The list of standard dimensions should be short — truly cross-source business concepts only.

Schema

Core Table: `nexus_event_dimensions`

The analyst-facing table. One row per event, one column per dimension. Dimension columns are discovered dynamically at compile time — new dimensions from new sources appear automatically on the next dbt build.

Column	Type	Required	Description
`event_id`	STRING	✅	FK to the event
`occurred_at`	TIMESTAMP	✅	When (denormalized from event)
`source`	STRING	✅	Source system
`{dimension_name}`	BOOLEAN or STRING	❌	One column per dimension. `is_` prefix → BOOLEAN (default FALSE). Others → STRING (default NULL).

The event_id linkage connects dimensions to the full nexus entity graph through Events → Participants → Entities, enabling queries like "Revenue by customer where is_revenue_earned" without any source-specific joins.

Type convention: Dimensions prefixed with is_ are automatically cast to BOOLEAN in the pivot (with FALSE as default). All others remain STRING (with NULL as default).

Intermediate Table: `nexus_event_dimensions_unioned`

The EAV canonical form. One row per dimension per event. This is what source models feed into and what the core table pivots from.

Column	Type	Required	Description
`event_dimension_id`	STRING	✅	Unique ID (`evt_dim_` prefix)
`event_id`	STRING	✅	FK to the event this dimension came from
`dimension_name`	STRING	✅	What property (the EAV discriminator)
`dimension_value`	STRING	✅	The value (`'true'`/`'false'` for booleans, or string)
`occurred_at`	TIMESTAMP	✅	When (denormalized from event)
`source`	STRING	✅	Source system

You should not need to query this table directly — use the core table instead.

Extraction Pattern

Dimensions follow the standard four-layer architecture described in Recommended Source Model Structure.

Directory Structure

models/sources/{source_name}/
├── intermediate/
│   ├── {source}_invoice_events.sql             ← existing
│   ├── {source}_invoice_measurements.sql       ← existing
│   ├── {source}_invoice_dimensions.sql         ← NEW
│   ├── {source}_person_identifiers.sql         ← existing
│   └── {source}_group_identifiers.sql          ← existing
├── {source}_events.sql                         ← existing (unions events)
├── {source}_entity_identifiers.sql             ← existing (unions identifiers)
├── {source}_event_measurements.sql             ← existing (unions measurements)
├── {source}_event_dimensions.sql               ← NEW (unions dimensions)

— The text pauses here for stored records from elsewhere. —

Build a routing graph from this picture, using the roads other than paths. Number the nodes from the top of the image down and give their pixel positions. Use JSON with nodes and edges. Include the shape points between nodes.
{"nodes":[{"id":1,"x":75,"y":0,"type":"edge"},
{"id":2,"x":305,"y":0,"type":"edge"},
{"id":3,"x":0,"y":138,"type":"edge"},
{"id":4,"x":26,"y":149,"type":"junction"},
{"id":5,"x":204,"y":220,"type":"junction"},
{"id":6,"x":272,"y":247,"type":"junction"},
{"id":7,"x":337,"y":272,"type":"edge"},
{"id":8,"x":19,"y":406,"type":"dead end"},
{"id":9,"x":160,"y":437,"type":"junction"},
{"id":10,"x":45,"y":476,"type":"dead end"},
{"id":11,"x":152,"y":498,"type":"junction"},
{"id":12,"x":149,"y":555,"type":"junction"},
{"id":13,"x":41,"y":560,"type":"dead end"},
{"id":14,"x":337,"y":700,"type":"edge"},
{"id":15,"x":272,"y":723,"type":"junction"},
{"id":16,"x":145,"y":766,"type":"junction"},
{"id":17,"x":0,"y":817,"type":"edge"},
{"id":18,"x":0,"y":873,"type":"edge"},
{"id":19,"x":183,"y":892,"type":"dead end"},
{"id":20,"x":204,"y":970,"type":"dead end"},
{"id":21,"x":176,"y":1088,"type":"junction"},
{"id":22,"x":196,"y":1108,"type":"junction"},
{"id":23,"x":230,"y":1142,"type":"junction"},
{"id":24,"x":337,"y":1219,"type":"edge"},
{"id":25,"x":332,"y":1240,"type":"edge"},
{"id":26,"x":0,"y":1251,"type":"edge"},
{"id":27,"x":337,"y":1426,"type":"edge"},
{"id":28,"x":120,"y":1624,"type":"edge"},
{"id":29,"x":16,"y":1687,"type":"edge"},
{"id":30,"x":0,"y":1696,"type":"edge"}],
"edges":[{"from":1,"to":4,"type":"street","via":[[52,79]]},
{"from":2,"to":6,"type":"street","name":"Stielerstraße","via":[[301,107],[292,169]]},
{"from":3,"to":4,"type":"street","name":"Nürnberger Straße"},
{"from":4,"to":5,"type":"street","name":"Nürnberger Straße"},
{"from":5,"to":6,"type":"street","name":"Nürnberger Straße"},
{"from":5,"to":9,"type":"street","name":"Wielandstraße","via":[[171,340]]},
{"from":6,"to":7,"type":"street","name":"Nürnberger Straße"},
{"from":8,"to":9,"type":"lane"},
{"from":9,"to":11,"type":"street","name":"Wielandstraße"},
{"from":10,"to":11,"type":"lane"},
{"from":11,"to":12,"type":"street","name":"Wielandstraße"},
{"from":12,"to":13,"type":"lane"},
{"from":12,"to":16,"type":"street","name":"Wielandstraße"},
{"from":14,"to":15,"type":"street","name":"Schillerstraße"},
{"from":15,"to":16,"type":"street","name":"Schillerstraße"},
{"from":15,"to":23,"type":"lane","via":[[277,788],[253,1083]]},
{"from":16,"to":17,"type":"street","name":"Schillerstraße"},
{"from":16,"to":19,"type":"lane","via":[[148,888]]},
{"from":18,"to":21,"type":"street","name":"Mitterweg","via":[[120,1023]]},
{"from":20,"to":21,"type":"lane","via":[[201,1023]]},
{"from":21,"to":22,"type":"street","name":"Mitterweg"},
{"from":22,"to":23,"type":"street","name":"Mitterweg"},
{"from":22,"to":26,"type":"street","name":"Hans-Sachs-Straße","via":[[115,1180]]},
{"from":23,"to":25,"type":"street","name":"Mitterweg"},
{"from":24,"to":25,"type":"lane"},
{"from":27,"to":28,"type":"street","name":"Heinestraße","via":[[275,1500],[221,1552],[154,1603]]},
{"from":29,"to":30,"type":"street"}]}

Intermediate Dimension Models

Each intermediate dimension model:

Reads from intermediate event models for event_id linkage and timing
Applies business logic to determine which events qualify for each dimension
Produces one dimension row per qualifying event per dimension name

This mirrors how measurement models read from events and extract multiple measurement rows per event.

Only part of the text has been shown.